* What you need to do
Locate all lines in the data below that hold "STATION" and show them.

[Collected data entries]

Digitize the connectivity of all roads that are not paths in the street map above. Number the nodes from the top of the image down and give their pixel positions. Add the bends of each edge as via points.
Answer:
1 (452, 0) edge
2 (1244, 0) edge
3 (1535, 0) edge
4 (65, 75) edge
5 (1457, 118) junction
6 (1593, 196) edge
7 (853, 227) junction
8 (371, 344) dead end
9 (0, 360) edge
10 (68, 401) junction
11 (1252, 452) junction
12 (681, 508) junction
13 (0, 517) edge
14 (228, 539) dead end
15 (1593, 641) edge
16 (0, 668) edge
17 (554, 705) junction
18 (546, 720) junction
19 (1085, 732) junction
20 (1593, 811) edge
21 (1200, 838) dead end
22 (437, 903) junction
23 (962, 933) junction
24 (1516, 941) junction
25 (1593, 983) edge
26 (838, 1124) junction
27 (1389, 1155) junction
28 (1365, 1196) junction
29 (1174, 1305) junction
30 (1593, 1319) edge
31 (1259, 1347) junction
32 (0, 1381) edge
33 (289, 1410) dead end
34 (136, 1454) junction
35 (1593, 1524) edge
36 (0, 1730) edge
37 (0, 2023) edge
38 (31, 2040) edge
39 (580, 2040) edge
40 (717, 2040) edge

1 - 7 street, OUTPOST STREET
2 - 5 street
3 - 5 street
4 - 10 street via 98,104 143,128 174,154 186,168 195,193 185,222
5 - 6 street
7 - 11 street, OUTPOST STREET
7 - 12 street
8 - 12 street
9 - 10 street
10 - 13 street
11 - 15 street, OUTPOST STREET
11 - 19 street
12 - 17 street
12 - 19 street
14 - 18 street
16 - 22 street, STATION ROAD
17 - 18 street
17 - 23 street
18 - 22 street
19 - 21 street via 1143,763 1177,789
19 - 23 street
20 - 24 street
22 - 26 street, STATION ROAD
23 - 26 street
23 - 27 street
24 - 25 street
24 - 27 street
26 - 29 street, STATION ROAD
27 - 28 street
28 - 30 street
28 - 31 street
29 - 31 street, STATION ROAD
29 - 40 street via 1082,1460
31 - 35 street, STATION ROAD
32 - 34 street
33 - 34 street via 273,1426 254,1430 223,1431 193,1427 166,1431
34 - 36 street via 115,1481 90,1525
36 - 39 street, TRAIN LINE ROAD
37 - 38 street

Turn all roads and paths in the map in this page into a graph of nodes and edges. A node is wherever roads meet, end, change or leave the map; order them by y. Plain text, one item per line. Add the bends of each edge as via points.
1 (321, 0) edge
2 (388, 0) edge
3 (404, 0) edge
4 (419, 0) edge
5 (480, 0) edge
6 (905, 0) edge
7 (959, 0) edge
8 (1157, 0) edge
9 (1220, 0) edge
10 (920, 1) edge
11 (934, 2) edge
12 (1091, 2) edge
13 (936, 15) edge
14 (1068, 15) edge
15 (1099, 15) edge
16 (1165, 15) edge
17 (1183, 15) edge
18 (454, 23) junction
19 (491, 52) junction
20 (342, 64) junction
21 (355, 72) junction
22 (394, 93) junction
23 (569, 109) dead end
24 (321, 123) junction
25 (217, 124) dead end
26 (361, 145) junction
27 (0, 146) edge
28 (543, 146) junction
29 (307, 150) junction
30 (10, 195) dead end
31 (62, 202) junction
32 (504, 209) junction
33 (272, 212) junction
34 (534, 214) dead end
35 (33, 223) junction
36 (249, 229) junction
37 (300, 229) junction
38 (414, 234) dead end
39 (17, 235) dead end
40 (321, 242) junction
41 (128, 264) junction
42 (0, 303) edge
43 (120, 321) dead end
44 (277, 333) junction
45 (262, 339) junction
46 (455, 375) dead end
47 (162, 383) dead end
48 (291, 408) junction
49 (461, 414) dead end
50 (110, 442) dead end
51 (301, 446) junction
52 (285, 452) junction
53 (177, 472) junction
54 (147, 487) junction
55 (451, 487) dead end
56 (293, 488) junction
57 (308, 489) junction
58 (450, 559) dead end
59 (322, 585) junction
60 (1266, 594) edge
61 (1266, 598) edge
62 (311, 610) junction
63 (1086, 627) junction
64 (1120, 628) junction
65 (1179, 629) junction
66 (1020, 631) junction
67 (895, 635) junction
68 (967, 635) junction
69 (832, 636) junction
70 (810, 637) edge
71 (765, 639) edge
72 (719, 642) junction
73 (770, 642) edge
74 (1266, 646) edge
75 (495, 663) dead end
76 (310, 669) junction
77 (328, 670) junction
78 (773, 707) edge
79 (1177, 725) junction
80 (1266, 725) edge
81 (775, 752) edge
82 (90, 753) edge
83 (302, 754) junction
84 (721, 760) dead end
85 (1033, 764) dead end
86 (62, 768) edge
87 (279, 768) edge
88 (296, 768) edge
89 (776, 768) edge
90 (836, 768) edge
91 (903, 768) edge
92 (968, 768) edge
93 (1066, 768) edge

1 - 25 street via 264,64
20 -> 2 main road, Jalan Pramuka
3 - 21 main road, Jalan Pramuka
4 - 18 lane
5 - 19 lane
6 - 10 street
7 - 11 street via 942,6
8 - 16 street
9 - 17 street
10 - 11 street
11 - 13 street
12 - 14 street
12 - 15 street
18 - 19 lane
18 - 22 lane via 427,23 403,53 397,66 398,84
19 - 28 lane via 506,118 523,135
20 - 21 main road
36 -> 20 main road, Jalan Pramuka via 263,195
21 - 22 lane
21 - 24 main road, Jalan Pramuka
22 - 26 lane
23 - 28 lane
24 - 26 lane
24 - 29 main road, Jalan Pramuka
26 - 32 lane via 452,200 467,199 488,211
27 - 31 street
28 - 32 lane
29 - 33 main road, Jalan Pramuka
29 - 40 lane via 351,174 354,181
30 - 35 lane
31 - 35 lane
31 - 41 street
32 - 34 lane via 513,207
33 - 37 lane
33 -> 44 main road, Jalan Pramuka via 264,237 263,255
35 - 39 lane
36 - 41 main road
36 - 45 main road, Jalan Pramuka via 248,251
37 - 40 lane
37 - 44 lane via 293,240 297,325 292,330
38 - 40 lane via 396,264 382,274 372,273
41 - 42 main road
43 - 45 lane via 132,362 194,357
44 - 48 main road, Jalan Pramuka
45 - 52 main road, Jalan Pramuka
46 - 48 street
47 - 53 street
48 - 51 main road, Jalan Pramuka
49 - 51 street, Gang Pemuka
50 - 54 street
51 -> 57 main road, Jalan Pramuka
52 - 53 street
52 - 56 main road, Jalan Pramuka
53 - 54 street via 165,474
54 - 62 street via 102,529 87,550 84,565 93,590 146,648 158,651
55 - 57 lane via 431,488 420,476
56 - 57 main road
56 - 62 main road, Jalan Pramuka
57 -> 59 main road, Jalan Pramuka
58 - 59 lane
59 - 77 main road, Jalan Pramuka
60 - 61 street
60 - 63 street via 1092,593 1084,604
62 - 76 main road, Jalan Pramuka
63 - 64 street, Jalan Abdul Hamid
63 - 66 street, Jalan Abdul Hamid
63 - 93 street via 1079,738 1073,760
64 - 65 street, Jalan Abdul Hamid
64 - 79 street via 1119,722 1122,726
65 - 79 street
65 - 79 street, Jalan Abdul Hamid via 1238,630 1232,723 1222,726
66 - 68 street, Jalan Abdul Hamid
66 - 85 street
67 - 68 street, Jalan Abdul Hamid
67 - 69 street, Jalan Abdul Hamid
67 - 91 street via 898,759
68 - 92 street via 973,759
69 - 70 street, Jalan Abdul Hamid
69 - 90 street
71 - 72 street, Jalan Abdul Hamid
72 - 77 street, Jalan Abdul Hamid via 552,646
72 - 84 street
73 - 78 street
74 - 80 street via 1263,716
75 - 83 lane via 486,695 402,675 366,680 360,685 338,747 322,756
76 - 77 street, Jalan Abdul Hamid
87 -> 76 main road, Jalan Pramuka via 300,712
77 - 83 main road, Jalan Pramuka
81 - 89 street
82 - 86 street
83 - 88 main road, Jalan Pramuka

* Task answer
16 - 22 street, STATION ROAD
22 - 26 street, STATION ROAD
26 - 29 street, STATION ROAD
29 - 31 street, STATION ROAD
31 - 35 street, STATION ROAD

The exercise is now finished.